The expected answer is the complete listing, reproduced character for character.

### [DATA TO USE]

..............................

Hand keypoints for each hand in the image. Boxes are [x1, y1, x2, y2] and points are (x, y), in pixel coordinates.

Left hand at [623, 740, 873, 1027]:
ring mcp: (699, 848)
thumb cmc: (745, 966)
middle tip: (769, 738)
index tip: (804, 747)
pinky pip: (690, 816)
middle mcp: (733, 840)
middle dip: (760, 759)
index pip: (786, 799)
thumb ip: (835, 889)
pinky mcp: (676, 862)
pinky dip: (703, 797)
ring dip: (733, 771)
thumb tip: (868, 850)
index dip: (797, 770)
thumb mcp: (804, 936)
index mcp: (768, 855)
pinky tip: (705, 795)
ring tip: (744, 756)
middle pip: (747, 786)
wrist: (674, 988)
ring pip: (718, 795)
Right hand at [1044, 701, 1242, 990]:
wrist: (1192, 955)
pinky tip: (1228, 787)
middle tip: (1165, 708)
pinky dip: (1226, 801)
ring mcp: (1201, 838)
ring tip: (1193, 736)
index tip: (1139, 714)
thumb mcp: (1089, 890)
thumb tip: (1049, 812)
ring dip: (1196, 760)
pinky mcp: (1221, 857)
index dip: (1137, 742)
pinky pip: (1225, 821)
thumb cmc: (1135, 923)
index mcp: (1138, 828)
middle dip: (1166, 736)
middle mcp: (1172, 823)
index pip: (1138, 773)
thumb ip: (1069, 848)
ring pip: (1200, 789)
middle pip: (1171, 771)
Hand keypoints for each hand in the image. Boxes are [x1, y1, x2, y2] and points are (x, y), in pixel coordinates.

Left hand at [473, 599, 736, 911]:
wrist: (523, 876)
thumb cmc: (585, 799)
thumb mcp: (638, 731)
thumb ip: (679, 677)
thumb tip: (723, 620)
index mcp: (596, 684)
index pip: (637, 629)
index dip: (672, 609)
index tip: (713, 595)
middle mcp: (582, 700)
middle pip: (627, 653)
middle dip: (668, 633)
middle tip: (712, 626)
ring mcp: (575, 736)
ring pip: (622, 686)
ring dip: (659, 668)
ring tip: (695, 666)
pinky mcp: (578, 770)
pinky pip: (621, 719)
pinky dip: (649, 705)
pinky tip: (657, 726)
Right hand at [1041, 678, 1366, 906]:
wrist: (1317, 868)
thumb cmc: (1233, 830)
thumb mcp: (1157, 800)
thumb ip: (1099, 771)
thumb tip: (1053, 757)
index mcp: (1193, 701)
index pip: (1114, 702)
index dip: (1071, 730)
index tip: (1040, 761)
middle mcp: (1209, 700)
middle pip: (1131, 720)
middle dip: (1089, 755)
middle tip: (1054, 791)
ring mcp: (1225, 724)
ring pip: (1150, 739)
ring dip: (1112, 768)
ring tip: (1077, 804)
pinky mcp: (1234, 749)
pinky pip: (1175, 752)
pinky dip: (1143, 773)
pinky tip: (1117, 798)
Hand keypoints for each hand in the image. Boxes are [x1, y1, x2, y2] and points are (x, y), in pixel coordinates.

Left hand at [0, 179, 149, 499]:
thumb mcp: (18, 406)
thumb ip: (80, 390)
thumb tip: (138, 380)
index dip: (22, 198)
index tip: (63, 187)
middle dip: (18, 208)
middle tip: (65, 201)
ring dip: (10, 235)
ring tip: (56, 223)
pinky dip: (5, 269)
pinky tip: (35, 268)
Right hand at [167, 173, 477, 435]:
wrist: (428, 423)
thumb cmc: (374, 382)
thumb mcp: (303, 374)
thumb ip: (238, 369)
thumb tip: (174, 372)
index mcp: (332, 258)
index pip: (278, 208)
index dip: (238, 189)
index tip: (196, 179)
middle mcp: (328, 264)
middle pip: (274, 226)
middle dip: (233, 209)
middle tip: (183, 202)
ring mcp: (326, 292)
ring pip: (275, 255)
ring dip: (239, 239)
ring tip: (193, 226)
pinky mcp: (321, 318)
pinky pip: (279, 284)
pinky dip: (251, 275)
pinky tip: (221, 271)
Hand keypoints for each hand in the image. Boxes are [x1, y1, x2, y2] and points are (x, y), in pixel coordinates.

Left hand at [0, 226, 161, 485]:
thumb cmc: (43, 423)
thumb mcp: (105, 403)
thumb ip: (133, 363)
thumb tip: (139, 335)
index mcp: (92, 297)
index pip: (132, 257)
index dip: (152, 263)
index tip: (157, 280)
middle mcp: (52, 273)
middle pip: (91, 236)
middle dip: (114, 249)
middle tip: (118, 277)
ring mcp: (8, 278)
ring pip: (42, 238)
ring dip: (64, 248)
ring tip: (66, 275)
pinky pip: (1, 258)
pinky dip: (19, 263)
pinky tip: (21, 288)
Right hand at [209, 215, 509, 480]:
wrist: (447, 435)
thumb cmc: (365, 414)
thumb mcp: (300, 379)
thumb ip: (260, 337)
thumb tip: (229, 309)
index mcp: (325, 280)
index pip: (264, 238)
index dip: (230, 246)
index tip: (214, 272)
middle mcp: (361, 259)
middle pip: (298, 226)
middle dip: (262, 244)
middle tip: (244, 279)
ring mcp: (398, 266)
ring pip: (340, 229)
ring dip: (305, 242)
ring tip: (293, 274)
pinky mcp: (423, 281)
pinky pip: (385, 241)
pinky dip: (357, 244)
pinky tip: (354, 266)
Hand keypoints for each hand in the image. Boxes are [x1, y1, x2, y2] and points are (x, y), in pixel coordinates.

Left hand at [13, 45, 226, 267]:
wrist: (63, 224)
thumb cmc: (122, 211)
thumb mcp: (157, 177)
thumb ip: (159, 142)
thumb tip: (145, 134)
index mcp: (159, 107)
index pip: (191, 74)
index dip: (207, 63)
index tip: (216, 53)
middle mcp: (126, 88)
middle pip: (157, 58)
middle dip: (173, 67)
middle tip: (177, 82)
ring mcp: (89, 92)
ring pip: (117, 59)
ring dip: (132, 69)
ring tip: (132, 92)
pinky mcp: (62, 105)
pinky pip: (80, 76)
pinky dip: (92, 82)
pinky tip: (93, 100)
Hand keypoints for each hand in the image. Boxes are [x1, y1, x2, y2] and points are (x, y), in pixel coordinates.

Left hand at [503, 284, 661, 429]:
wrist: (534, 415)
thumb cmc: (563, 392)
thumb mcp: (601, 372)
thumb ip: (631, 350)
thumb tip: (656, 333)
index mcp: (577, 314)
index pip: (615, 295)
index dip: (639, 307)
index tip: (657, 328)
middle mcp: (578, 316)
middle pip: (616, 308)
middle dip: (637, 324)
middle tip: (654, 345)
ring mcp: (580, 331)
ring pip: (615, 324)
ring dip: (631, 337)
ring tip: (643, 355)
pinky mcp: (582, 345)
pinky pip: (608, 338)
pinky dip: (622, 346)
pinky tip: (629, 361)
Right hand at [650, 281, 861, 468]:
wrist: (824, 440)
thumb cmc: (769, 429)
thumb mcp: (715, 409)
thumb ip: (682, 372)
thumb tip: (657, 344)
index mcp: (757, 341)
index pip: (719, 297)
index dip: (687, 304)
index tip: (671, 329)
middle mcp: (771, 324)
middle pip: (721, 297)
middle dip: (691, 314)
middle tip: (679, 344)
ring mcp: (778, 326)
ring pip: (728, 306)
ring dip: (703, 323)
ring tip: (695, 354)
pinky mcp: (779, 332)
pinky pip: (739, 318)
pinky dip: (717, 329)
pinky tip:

..............................

### [REPLY]
Hand keypoints for each hand in the image. Boxes are [x1, y1, x2, y2] and points are (x, y), in pixel coordinates.

Left hand at [623, 740, 873, 1027]:
ring mcp: (699, 848)
thumb cmc: (745, 966)
middle tip: (769, 738)
index tip: (804, 747)
pinky pip: (690, 816)
middle mcp: (733, 840)
middle dip: (760, 759)
index pip: (786, 799)
thumb ip: (835, 889)
pinky mcp: (676, 862)
pinky dip: (703, 797)
ring dip: (733, 771)
thumb tip: (868, 850)
index dip: (797, 770)
thumb mcp: (804, 936)
index mcp: (768, 855)
pinky tip: (705, 795)
ring tip: (744, 756)
middle pip: (747, 786)
wrist: (674, 988)
ring pip: (718, 795)
Right hand at [1044, 701, 1242, 990]:
wrist: (1192, 955)
pinky tip: (1228, 787)
middle tip: (1165, 708)
pinky dip: (1226, 801)
ring mcp: (1201, 838)
ring tip: (1193, 736)
index tip: (1139, 714)
thumb mcp: (1089, 890)
thumb tip: (1049, 812)
ring dip: (1196, 760)
pinky mcp: (1221, 857)
index dip: (1137, 742)
pinky pip: (1225, 821)
thumb cmc: (1135, 923)
index mcp: (1138, 828)
middle dip: (1166, 736)
middle mcp: (1172, 823)
index pip: (1138, 773)
thumb ip: (1069, 848)
ring pip: (1200, 789)
middle pip: (1171, 771)
Hand keypoints for each hand in the image. Boxes are [x1, y1, x2, y2] and points are (x, y), in pixel coordinates.

Left hand at [473, 599, 736, 911]:
wrist: (523, 876)
thumb cmc: (585, 799)
thumb mcp: (638, 731)
thumb ip: (679, 677)
thumb tip: (723, 620)
index mcp: (596, 684)
index pip: (637, 629)
index dip: (672, 609)
index tip: (713, 595)
middle mcp: (582, 700)
middle pip: (627, 653)
middle dip: (668, 633)
middle tip: (712, 626)
ring mcp: (575, 736)
ring pip: (622, 686)
ring dip: (659, 668)
ring tip: (695, 666)
pinky mcp: (578, 770)
pinky pip: (621, 719)
pinky dip: (649, 705)
pinky tip: (657, 726)
Right hand at [1041, 678, 1366, 906]:
wrist: (1317, 868)
thumb cmc: (1233, 830)
thumb mcp: (1157, 800)
thumb ip: (1099, 771)
thumb tip: (1053, 757)
index mcp: (1193, 701)
index pip: (1114, 702)
index dip: (1071, 730)
index tip: (1040, 761)
middle mcp: (1209, 700)
middle pip: (1131, 720)
middle dip: (1089, 755)
middle tip: (1054, 791)
ring mcp: (1225, 724)
ring pip: (1150, 739)
ring dip: (1112, 768)
ring tip: (1077, 804)
pinky mcp: (1234, 749)
pinky pip: (1175, 752)
pinky dip: (1143, 773)
pinky tip: (1117, 798)
Hand keypoints for each hand in the image. Boxes are [x1, y1, x2, y2] and points are (x, y), in pixel coordinates.

Left hand at [0, 179, 149, 499]:
thumb mcp: (18, 406)
thumb ip: (80, 390)
thumb tip: (138, 380)
index dip: (22, 198)
index tip: (63, 187)
middle dip: (18, 208)
middle tip: (65, 201)
ring dip: (10, 235)
ring tip: (56, 223)
pinky dip: (5, 269)
pinky tip: (35, 268)
Right hand at [167, 173, 477, 435]:
wrist: (428, 423)
thumb cmc: (374, 382)
thumb mcp: (303, 374)
thumb ip: (238, 369)
thumb tip: (174, 372)
index mcp: (332, 258)
index pip: (278, 208)
index dip: (238, 189)
index tip: (196, 179)
middle mcp: (328, 264)
middle pip: (274, 226)
middle dip: (233, 209)
middle tip: (183, 202)
ring mcp: (326, 292)
ring pip: (275, 255)
ring dip: (239, 239)
ring tip: (193, 226)
pinky mcp: (321, 318)
pinky pip: (279, 284)
pinky dip: (251, 275)
pinky tip: (221, 271)
Hand keypoints for each hand in the image. Boxes are [x1, y1, x2, y2] and points are (x, y), in pixel coordinates.

Left hand at [0, 226, 161, 485]:
thumb cmc: (43, 423)
thumb mcp: (105, 403)
thumb ip: (133, 363)
thumb tip: (139, 335)
index mcp: (92, 297)
index pip: (132, 257)
index dip: (152, 263)
index tip: (157, 280)
middle mcp: (52, 273)
middle pip: (91, 236)
middle dip: (114, 249)
middle tip: (118, 277)
ring mcp: (8, 278)
ring pip: (42, 238)
ring dip: (64, 248)
ring tip: (66, 275)
pinky pip: (1, 258)
pinky dip: (19, 263)
pinky tip: (21, 288)
Right hand at [209, 215, 509, 480]:
wrist: (447, 435)
thumb cmc: (365, 414)
thumb mcp: (300, 379)
thumb ip: (260, 337)
thumb tip: (229, 309)
index mcp: (325, 280)
index pip: (264, 238)
index dip: (230, 246)
index tip: (214, 272)
middle mcp: (361, 259)
middle pip: (298, 226)
middle dip: (262, 244)
middle tip: (244, 279)
ring mcp: (398, 266)
ring pip: (340, 229)
ring dip: (305, 242)
ring tip: (293, 274)
pinky mcp: (423, 281)
pinky pip: (385, 241)
pinky dip: (357, 244)
pinky tip: (354, 266)
Hand keypoints for each hand in the image. Boxes are [x1, y1, x2, y2] and points are (x, y), in pixel coordinates.

Left hand at [13, 45, 226, 267]:
wrist: (63, 224)
thumb cmc: (122, 211)
thumb mcp: (157, 177)
thumb ip: (159, 142)
thumb tip: (145, 134)
index mcp: (159, 107)
index pip: (191, 74)
index dip: (207, 63)
index tip: (216, 53)
middle mcp: (126, 88)
middle pip: (157, 58)
middle dip: (173, 67)
middle tip: (177, 82)
ring mcp: (89, 92)
ring pip: (117, 59)
ring dip: (132, 69)
ring tip: (132, 92)
pinky mcp: (62, 105)
pinky pip: (80, 76)
pinky dip: (92, 82)
pinky tip: (93, 100)
Hand keypoints for each hand in the image. Boxes are [x1, y1, x2, y2] and points are (x, y), in pixel coordinates.

Left hand at [503, 284, 661, 429]:
wrist: (534, 415)
thumb cmc: (563, 392)
thumb mcp: (601, 372)
thumb ip: (631, 350)
thumb tip: (656, 333)
index mcp: (577, 314)
index pip: (615, 295)
index dip: (639, 307)
index tip: (657, 328)
middle mcp: (578, 316)
middle pip: (616, 308)
middle dip: (637, 324)
middle tip: (654, 345)
ring mcp: (580, 331)
ring pip: (615, 324)
ring dip: (631, 337)
ring tip: (643, 355)
pinky mcp: (582, 345)
pinky pip: (608, 338)
pinky dip: (622, 346)
pinky tip: (629, 361)
Right hand at [650, 281, 861, 468]:
wrist: (824, 440)
thumb cmc: (769, 429)
thumb mcp: (715, 409)
thumb ip: (682, 372)
thumb tip: (657, 344)
index mcp: (757, 341)
index pip: (719, 297)
index dip: (687, 304)
index tip: (671, 329)
middle mcp: (771, 324)
middle pip: (721, 297)
middle dip: (691, 314)
middle tip: (679, 344)
ring mcp: (778, 326)
ring pip: (728, 306)
ring dip: (703, 323)
ring tip: (695, 354)
pinky mcp: (779, 332)
pinky pip: (739, 318)
pinky dip: (717, 329)
pinky tip:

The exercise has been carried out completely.